IL SAPERE NON HA PIU’ POTERE

Salerno, 20 Maggio 2010

Ambrogio IETTO

TRE FILOSOFI AL CAPEZZALE DELLA POLITICA

Mettere insieme, dietro l’imponente banco del solenne salone ‘ Genovesi ‘ di Salerno, tre tra i più autorevoli esponenti della filosofia italiana per discutere della crisi della politica, ha significato offrire immediatamente al folto pubblico accorso la percezione della ormai, irreversibile fine di ogni scienza del governo e dell’amministrazione dello Stato.

I tre big dell’indagine critica e della riflessione sui principi fondamentali della realtà e dell’essere rispondono ai nomi di Massimo Cacciari, fondatore della Facoltà di Filosofia dell’Università Vita – Salute San Raffaele di Milano, Biagio De Giovanni, filosofo ed intellettuale particolarmente attento ai problemi della società, già rettore  dell’Università Orientale di Napoli, e Vincenzo Vitiello già ordinario di filosofia all’Università di Salerno ed ora anch’egli catturato da don Vergé al San Raffaele.

Nell’ascoltare gli interventi, tutti pertinenti ed essenziali, dei tre illustri pensatori è venuta in mente la storia dei tre viaggi compiuti da Platone a Siracusa dal 390 a. C. al 360 ospite dei tiranni Dionigi il vecchio, figura molto particolare del panorama del IV secolo, e del figlio Dionigi II detto il Giovane succeduto al padre, morto nel 367.

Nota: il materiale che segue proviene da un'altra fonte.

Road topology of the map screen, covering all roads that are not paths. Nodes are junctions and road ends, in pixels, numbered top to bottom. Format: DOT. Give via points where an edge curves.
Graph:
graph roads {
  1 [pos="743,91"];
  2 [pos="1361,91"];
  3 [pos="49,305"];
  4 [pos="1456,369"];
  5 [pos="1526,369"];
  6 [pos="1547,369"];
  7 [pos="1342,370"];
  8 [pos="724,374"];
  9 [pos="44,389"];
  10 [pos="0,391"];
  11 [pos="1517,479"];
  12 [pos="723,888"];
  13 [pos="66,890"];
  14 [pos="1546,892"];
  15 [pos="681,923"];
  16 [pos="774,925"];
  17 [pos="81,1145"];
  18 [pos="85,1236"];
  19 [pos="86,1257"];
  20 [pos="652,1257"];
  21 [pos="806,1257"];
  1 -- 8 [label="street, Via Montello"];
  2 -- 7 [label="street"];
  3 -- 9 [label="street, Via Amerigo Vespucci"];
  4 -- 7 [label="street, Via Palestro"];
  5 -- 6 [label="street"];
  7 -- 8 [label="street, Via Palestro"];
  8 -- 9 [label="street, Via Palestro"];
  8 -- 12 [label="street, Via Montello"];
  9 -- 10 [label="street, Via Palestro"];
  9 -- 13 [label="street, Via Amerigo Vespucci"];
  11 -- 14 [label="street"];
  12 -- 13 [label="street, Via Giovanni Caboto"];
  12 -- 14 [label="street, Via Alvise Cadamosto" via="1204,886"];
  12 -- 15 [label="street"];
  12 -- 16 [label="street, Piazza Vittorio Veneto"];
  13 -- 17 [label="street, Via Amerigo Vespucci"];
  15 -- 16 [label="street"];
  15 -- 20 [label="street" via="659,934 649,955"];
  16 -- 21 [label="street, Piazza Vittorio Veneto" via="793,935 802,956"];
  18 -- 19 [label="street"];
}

Platone, rievocando nella ‘ VII lettera ‘ il suo primo viaggio in Sicilia, scrive: ” Così mi trovai costretto a far le lodi della vera filosofia e dire che solo per suo mezzo è possibile conoscere ciò che è giusto per lo stato e per la vita del singolo e che quindi le generazioni umane non avrebbero mai trovato fine ai loro mali se prima il genere di coloro che sono veramente e rettamente filosofi non fosse pervenuto al governo dello stato, oppure il genere dei potenti avesse cominciato, per sorte divina, a coltivare veramente la filosofia “. Si sa bene la sorte toccata a Platone, in occasione del suo terzo ed ultimo viaggio a Siracusa, quando – soltanto grazie all’intervento dell’amico filosofo Archita di Taranto – è liberato dalla detenzione e può rientrare definitivamente ad Atene.

A distanza di quasi 2400 anni dalle vicende siracusane sembra che nulla sia cambiato. Infatti Vitiello, pur caratterialmente così mite, riesce a dare una più netta intonazione alla voce e scandisce: “ Il sapere non ha più potere. Siamo al  tramonto della teologia politica “.

Le sue considerazioni, ineccepibili dal punto di vista della personale indagine critica, spaziano tra la catastrofe e la lunga traversata nel deserto che attende tutti noi e, in particolare, le generazioni future. Poi, dopo un lungo peregrinare, forse sarà possibile conquistare qualcosa, identificabile magari col senso profondo della religione del vecchio Testamento mica, puntualizza Vitiello, con la ‘ storiella ‘ del Dio – Amore. La vera crisi è della polis, della comunità. E’ venuto meno l’orizzonte di senso  sulla cui base soltanto è possibile costruire la politica.

Gli altri due pensatori, De Giovanni e Cacciari, avendo compiuto concrete esperienze di impegno politico diretto, attutiscono in parte la diagnosi catastrofica dell’inventore dell’originale teoria ermeneutica della topologia.

Entrambi, come si sa, provengono dal vecchio Partito Comunista Italiano. Il primo riconduce la crisi  alla fine delle grandi narrazioni del Novecento che hanno dato lievito alla politica. E’ una crisi che investe la democrazia, lo stato sociale,  rendendo difficile se non impossibile la mediazione, e che travolge definitivamente la sinistra italiana. De Giovanni si augura che si tratti di trasformazione e non di crisi finale, irreversibile.

L’ex sindaco di Venezia, invece, più realisticamente auspica una nuova fase costituente nel corso della quale le forze politiche affrontino il problema di alcune riforme ormai non più rinviabili. L’eventuale indisponibilità ad affrontare responsabilmente e congiuntamente l’emergenza riformistica accentuerà il processo già avviato di decadenza della politica.

L’incontro a tre, insomma, nel dichiarare solennemente la sconfitta della filosofia da parte del potere, non solo non ha contribuito a rigenerare l’animo degli ascoltatori,  orientato da tempo verso un convinto pessimismo  ma, anzi,  ha ricondotto immediatamente molti dei presenti all’ amara realtà di una gestione della cosa pubblica contraddistinta da incultura, arroganza, presunzione, interessato pragmatismo.